Chambre sociale, 19 janvier 1994 — 90-42.994
Résumé
L'article II-1-2 de la convention collective nationale des agences générales d'assurance autorise l'employeur, lorsque l'essai n'a pas été satisfaisant, à faire effectuer une nouvelle et dernière période d'essai d'une durée au plus égale à celle de la période initiale. Cette prorogation doit faire l'objet d'un écrit.
Thèmes
Textes visés
- Convention collective nationale des agences générales d'assurance art.
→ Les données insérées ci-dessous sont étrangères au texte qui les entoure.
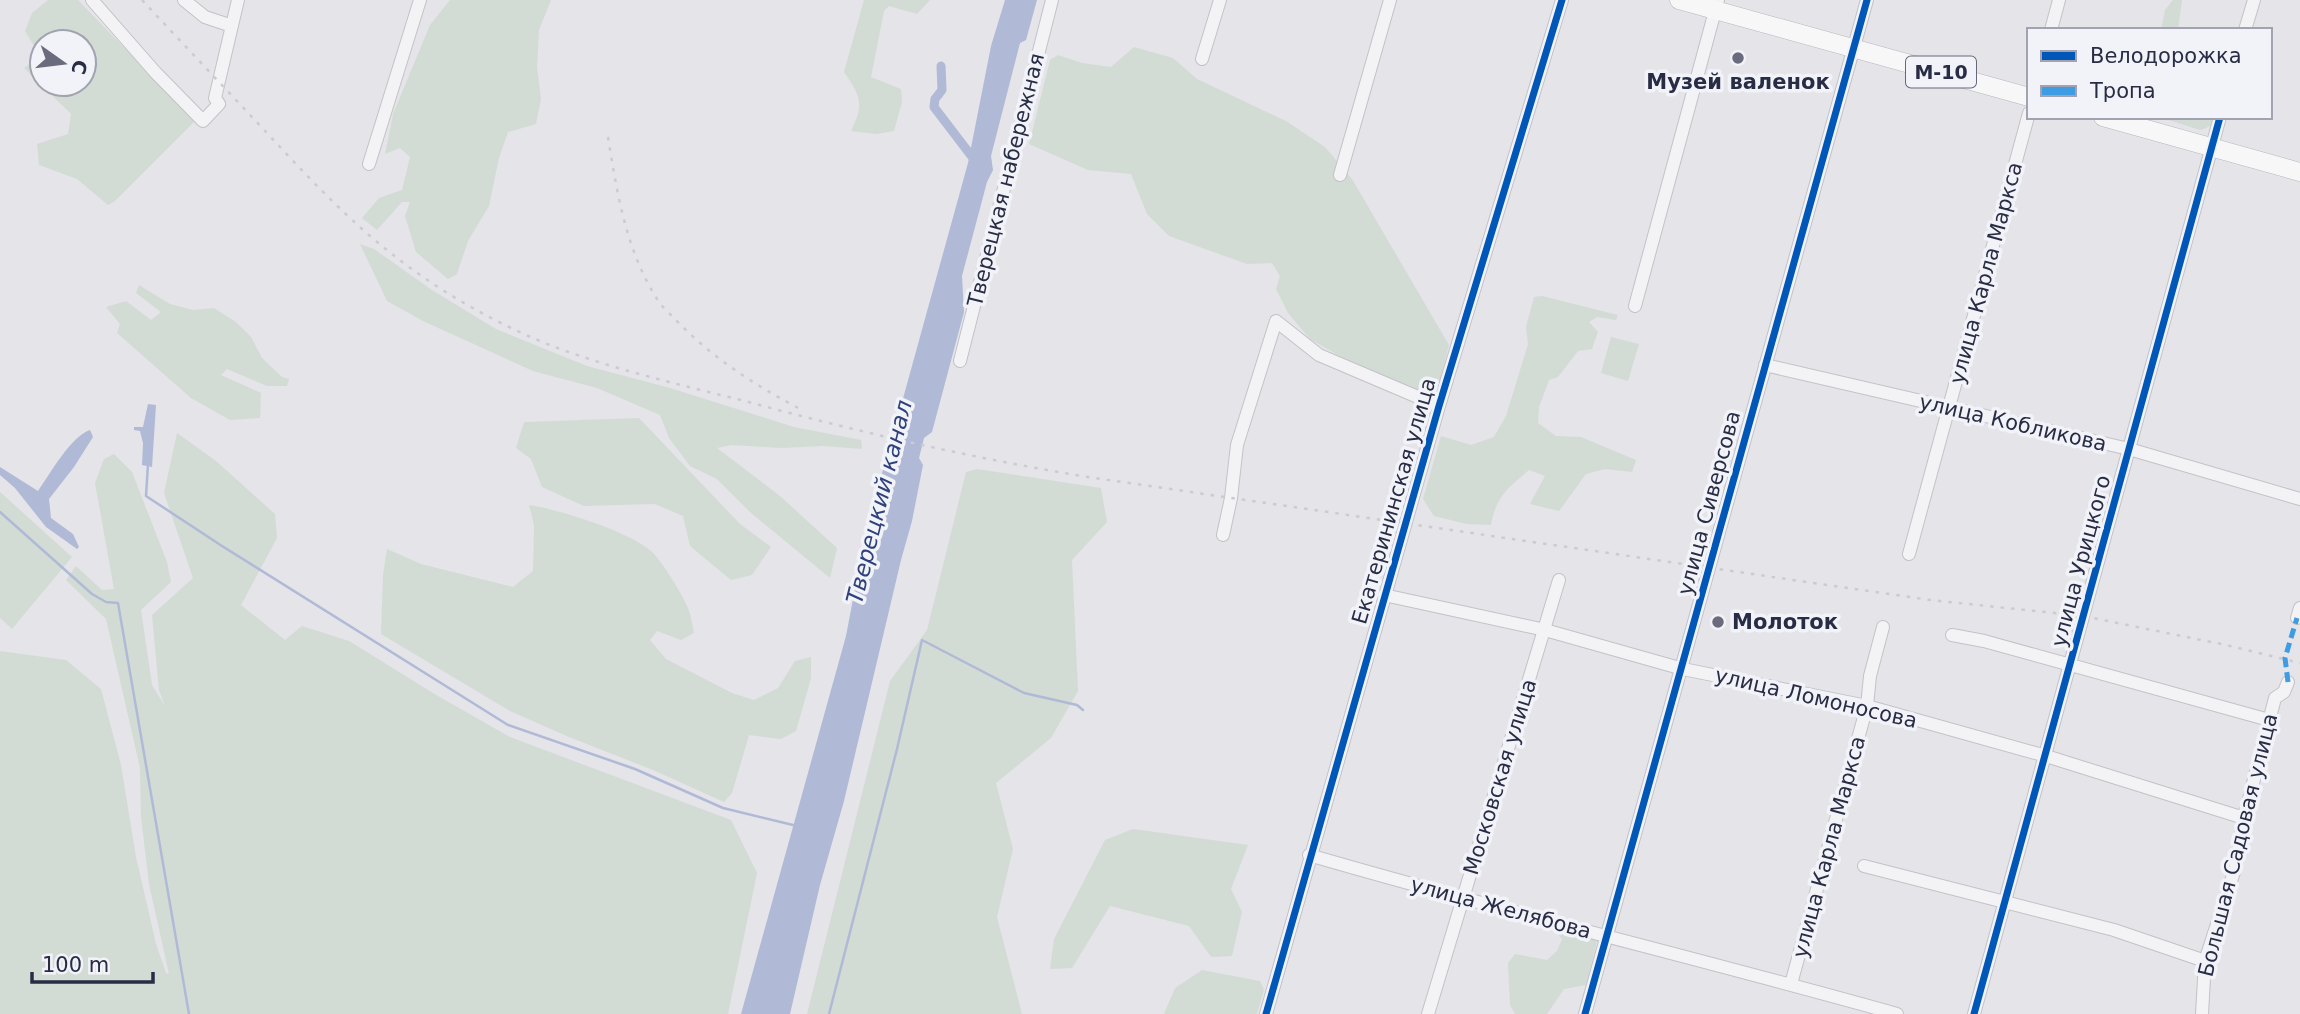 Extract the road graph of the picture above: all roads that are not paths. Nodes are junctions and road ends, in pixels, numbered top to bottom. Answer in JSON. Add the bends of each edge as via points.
{"nodes":[{"id":1,"x":92,"y":0,"type":"edge"},
{"id":2,"x":184,"y":0,"type":"edge"},
{"id":3,"x":238,"y":0,"type":"edge"},
{"id":4,"x":420,"y":0,"type":"edge"},
{"id":5,"x":1052,"y":0,"type":"edge"},
{"id":6,"x":1220,"y":0,"type":"edge"},
{"id":7,"x":1390,"y":0,"type":"edge"},
{"id":8,"x":1562,"y":0,"type":"edge"},
{"id":9,"x":1679,"y":0,"type":"edge"},
{"id":10,"x":1867,"y":0,"type":"edge"},
{"id":11,"x":2059,"y":0,"type":"edge"},
{"id":12,"x":2254,"y":0,"type":"edge"},
{"id":13,"x":1716,"y":5,"type":"edge"},
{"id":14,"x":232,"y":26,"type":"junction"},
{"id":15,"x":2052,"y":28,"type":"edge"},
{"id":16,"x":2246,"y":28,"type":"edge"},
{"id":17,"x":1853,"y":48,"type":"junction"},
{"id":18,"x":1202,"y":59,"type":"dead end"},
{"id":19,"x":2027,"y":96,"type":"edge"},
{"id":20,"x":2027,"y":119,"type":"edge"},
{"id":21,"x":2110,"y":119,"type":"edge"},
{"id":22,"x":2219,"y":119,"type":"edge"},
{"id":23,"x":2212,"y":147,"type":"junction"},
{"id":24,"x":369,"y":164,"type":"dead end"},
{"id":25,"x":2300,"y":172,"type":"edge"},
{"id":26,"x":1340,"y":175,"type":"dead end"},
{"id":27,"x":1635,"y":306,"type":"dead end"},
{"id":28,"x":960,"y":360,"type":"dead end"},
{"id":29,"x":1765,"y":365,"type":"junction"},
{"id":30,"x":1439,"y":406,"type":"junction"},
{"id":31,"x":1950,"y":409,"type":"junction"},
{"id":32,"x":2129,"y":449,"type":"junction"},
{"id":33,"x":2300,"y":499,"type":"edge"},
{"id":34,"x":1223,"y":535,"type":"dead end"},
{"id":35,"x":1909,"y":554,"type":"dead end"},
{"id":36,"x":1559,"y":580,"type":"dead end"},
{"id":37,"x":1384,"y":595,"type":"junction"},
{"id":38,"x":1883,"y":627,"type":"dead end"},
{"id":39,"x":1545,"y":630,"type":"junction"},
{"id":40,"x":1952,"y":635,"type":"dead end"},
{"id":41,"x":2071,"y":666,"type":"junction"},
{"id":42,"x":1682,"y":669,"type":"junction"},
{"id":43,"x":2288,"y":682,"type":"dead end"},
{"id":44,"x":1867,"y":706,"type":"junction"},
{"id":45,"x":2269,"y":720,"type":"junction"},
{"id":46,"x":2046,"y":756,"type":"junction"},
{"id":47,"x":2244,"y":818,"type":"junction"},
{"id":48,"x":1309,"y":855,"type":"junction"},
{"id":49,"x":1864,"y":866,"type":"dead end"},
{"id":50,"x":1462,"y":899,"type":"junction"},
{"id":51,"x":2004,"y":903,"type":"junction"},
{"id":52,"x":1607,"y":936,"type":"junction"},
{"id":53,"x":2205,"y":961,"type":"junction"},
{"id":54,"x":1791,"y":984,"type":"junction"},
{"id":55,"x":2202,"y":1007,"type":"edge"},
{"id":56,"x":1266,"y":1014,"type":"edge"},
{"id":57,"x":1428,"y":1014,"type":"edge"},
{"id":58,"x":1585,"y":1014,"type":"edge"},
{"id":59,"x":1897,"y":1014,"type":"edge"},
{"id":60,"x":1974,"y":1014,"type":"edge"},
{"id":61,"x":2209,"y":1014,"type":"edge"}],
"edges":[{"from":1,"to":14,"type":"street","via":[[203,121],[219,104],[215,98]]},
{"from":2,"to":14,"type":"street","via":[[205,17]]},
{"from":3,"to":14,"type":"street"},
{"from":4,"to":24,"type":"street"},
{"from":5,"to":28,"type":"street","name":"Тверецкая набережная"},
{"from":6,"to":18,"type":"street"},
{"from":7,"to":26,"type":"street"},
{"from":8,"to":30,"type":"street","name":"Екатерининская улица"},
{"from":9,"to":13,"type":"highway","number":"М-10"},
{"from":10,"to":17,"type":"street","name":"улица Сиверсова"},
{"from":11,"to":15,"type":"street"},
{"from":12,"to":16,"type":"street"},
{"from":13,"to":17,"type":"highway","number":"М-10"},
{"from":13,"to":27,"type":"street"},
{"from":17,"to":19,"type":"highway","number":"М-10"},
{"from":17,"to":29,"type":"street","name":"улица Сиверсова"},
{"from":20,"to":31,"type":"street","name":"улица Карла Маркса"},
{"from":21,"to":23,"type":"highway"},
{"from":22,"to":23,"type":"street","name":"улица Урицкого"},
{"from":23,"to":25,"type":"highway"},
{"from":23,"to":32,"type":"street","name":"улица Урицкого"},
{"from":29,"to":31,"type":"street","name":"улица Кобликова"},
{"from":29,"to":42,"type":"street","name":"улица Сиверсова"},
{"from":30,"to":34,"type":"street","via":[[1319,355],[1276,321],[1237,445]]},
{"from":30,"to":37,"type":"street","name":"Екатерининская улица"},
{"from":31,"to":32,"type":"street","name":"улица Кобликова"},
{"from":31,"to":35,"type":"street","name":"улица Карла Маркса"},
{"from":32,"to":33,"type":"street","name":"улица Кобликова"},
{"from":32,"to":41,"type":"street","name":"улица Урицкого"},
{"from":36,"to":39,"type":"street","name":"Московская улица"},
{"from":37,"to":39,"type":"street","name":"улица Ломоносова"},
{"from":37,"to":48,"type":"street","name":"Екатерининская улица"},
{"from":38,"to":44,"type":"street","name":"улица Карла Маркса"},
{"from":39,"to":42,"type":"street","name":"улица Ломоносова"},
{"from":39,"to":50,"type":"street","name":"Московская улица"},
{"from":40,"to":41,"type":"street"},
{"from":41,"to":45,"type":"street"},
{"from":41,"to":46,"type":"street","name":"улица Урицкого"},
{"from":42,"to":44,"type":"street","name":"улица Ломоносова"},
{"from":42,"to":52,"type":"street","name":"улица Сиверсова"},
{"from":43,"to":45,"type":"street","name":"Большая Садовая улица","via":[[2275,698]]},
{"from":44,"to":46,"type":"street","name":"улица Ломоносова"},
{"from":44,"to":54,"type":"street","name":"улица Карла Маркса"},
{"from":45,"to":47,"type":"street","name":"Большая Садовая улица"},
{"from":46,"to":47,"type":"street","name":"улица Ломоносова"},
{"from":46,"to":51,"type":"street","name":"улица Урицкого"},
{"from":47,"to":53,"type":"street","name":"Большая Садовая улица","via":[[2235,869]]},
{"from":48,"to":50,"type":"street","name":"улица Желябова"},
{"from":48,"to":56,"type":"street","name":"Екатерининская улица"},
{"from":49,"to":51,"type":"street"},
{"from":50,"to":52,"type":"street","name":"улица Желябова"},
{"from":50,"to":57,"type":"street","name":"Московская улица"},
{"from":51,"to":53,"type":"street","via":[[2114,930]]},
{"from":51,"to":60,"type":"street","name":"улица Урицкого"},
{"from":52,"to":54,"type":"street","name":"улица Желябова"},
{"from":52,"to":58,"type":"street","name":"улица Сиверсова"},
{"from":53,"to":55,"type":"street","name":"Большая Садовая улица"},
{"from":54,"to":59,"type":"street","name":"улица Желябова"},
{"from":55,"to":61,"type":"street"}]}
II-1-2
Texte intégral
Sur le moyen unique :
Attendu, selon le jugement attaqué (conseil de prud'hommes de Cahors, 22 mars 1990), que Mme X... a été engagée le 1er septembre 1989, en qualité de secrétaire à mi-temps par M. Y..., agent général d'assurances, suivant contrat à durée indéterminée ; que le contrat prévoyait une période d'essai d'un mois renouvelable une fois ; que, le 14 octobre 1989, M. Y... mettait fin au contrat ;
Attendu que Mme X... fait grief au jugement attaqué de l'avoir déboutée de ses demandes d'indemnité pour non-respect de la procédure, d'indemnité de préavis, de dommages-intérêts pour rupture abusive, alors, selon le moyen, que c'est à tort que le jugement attaqué a retenu que le contrat avait été rompu pendant une prolongation de la période d'essai ; que la salariée n'a jamais donné son accord à une quelconque prorogation, qu'aucune lettre relative à cette prolongation ne lui a été remise par l'employeur, que, contrairement aux dispositions de la convention collective applicable, une lettre ne lui a été communiquée que le jour de l'audience du conseil de prud'hommes ;
Mais attendu que, selon l'article II-1-2 de la convention collective nationale des Agences générales d'assurance, lorsque l'essai n'a pas été satisfaisant, l'employeur peut faire effectuer une nouvelle et dernière période d'essai d'une durée au plus égale à celle de la période initiale et que cette prorogation de la période d'essai doit faire l'objet d'un écrit ;
Et attendu que le conseil de prud'hommes qui a relevé que la période d'essai avait été prolongée par une lettre de l'employeur et que la rupture du contrat était intervenue pendant cette prorogation, a justifié légalement sa décision ; que le moyen n'est pas fondé ;
PAR CES MOTIFS :
REJETTE le pourvoi.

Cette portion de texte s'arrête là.